Read the records beneath this task and copy every line that contains the string "LOOP".

[Start of section]

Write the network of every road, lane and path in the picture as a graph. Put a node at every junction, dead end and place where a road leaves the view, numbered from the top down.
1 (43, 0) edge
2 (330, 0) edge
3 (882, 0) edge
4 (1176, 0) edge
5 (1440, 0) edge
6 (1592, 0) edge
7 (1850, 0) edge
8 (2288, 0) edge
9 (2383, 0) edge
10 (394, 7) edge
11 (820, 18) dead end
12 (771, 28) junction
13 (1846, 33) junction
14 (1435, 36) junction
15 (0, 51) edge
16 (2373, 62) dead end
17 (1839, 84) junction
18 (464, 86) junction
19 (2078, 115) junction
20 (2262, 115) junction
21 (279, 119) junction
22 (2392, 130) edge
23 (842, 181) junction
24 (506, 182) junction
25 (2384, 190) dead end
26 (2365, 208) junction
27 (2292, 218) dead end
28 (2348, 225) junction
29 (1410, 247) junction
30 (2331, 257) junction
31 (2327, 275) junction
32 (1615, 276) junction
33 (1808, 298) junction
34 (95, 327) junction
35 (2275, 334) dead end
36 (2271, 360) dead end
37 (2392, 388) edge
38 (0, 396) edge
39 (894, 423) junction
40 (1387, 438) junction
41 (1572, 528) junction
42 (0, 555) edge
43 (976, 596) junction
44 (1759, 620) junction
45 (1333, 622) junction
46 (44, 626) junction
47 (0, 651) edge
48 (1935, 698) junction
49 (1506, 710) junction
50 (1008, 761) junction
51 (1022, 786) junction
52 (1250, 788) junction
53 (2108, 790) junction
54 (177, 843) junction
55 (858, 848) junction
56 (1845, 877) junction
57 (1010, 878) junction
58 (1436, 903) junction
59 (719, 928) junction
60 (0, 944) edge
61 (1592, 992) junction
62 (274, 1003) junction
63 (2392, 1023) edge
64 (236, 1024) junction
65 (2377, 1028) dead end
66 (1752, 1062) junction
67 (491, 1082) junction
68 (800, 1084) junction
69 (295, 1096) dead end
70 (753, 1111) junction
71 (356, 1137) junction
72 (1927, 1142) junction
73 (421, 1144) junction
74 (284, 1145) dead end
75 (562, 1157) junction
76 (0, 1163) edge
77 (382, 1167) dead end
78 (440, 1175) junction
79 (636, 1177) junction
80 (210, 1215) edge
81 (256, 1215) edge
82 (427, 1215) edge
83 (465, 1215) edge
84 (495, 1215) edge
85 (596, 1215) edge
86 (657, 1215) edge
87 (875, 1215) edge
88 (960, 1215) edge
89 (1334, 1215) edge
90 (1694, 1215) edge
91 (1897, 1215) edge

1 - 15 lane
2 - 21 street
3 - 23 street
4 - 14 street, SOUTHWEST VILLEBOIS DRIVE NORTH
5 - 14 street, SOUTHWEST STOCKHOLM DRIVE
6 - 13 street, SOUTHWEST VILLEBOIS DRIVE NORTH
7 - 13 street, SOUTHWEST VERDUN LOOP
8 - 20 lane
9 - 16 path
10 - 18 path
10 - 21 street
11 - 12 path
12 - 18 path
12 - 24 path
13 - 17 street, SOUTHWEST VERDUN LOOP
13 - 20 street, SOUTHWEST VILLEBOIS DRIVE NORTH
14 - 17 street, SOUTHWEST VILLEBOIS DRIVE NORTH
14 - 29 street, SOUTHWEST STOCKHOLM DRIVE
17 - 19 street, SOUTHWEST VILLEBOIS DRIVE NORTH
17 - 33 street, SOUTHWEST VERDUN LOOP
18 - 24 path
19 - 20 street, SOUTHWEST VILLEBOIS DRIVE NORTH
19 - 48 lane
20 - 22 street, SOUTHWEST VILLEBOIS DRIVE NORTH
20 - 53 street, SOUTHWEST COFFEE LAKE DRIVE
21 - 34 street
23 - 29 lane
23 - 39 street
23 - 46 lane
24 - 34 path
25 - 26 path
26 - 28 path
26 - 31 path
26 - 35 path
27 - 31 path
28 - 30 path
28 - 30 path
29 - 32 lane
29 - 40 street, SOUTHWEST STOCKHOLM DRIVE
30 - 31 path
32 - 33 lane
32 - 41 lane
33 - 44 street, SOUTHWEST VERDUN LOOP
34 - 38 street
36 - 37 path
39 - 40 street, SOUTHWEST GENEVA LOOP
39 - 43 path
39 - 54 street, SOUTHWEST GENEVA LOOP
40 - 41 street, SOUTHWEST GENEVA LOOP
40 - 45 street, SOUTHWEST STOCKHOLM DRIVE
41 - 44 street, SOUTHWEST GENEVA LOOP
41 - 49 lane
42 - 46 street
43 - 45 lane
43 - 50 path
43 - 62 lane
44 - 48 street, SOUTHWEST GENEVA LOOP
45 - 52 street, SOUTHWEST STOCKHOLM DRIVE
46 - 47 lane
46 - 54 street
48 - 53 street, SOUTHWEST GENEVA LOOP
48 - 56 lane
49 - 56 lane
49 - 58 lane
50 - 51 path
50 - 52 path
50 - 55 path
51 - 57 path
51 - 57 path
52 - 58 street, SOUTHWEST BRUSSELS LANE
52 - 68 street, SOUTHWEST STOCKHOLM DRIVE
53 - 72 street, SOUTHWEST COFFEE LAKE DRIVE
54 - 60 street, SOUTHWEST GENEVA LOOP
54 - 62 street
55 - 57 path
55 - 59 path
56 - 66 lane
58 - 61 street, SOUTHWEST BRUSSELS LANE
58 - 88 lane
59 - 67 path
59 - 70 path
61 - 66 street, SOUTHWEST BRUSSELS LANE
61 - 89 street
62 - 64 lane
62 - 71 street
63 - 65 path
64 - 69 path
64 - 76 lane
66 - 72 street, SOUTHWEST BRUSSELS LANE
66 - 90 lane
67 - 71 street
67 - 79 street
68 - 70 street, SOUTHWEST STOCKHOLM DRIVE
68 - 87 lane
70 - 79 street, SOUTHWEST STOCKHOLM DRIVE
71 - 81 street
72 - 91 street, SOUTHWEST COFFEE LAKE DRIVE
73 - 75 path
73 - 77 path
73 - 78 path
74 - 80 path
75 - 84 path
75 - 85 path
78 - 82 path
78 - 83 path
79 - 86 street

[End of section]

Answer to the exercise =>
7 - 13 street, SOUTHWEST VERDUN LOOP
13 - 17 street, SOUTHWEST VERDUN LOOP
17 - 33 street, SOUTHWEST VERDUN LOOP
33 - 44 street, SOUTHWEST VERDUN LOOP
39 - 40 street, SOUTHWEST GENEVA LOOP
39 - 54 street, SOUTHWEST GENEVA LOOP
40 - 41 street, SOUTHWEST GENEVA LOOP
41 - 44 street, SOUTHWEST GENEVA LOOP
44 - 48 street, SOUTHWEST GENEVA LOOP
48 - 53 street, SOUTHWEST GENEVA LOOP
54 - 60 street, SOUTHWEST GENEVA LOOP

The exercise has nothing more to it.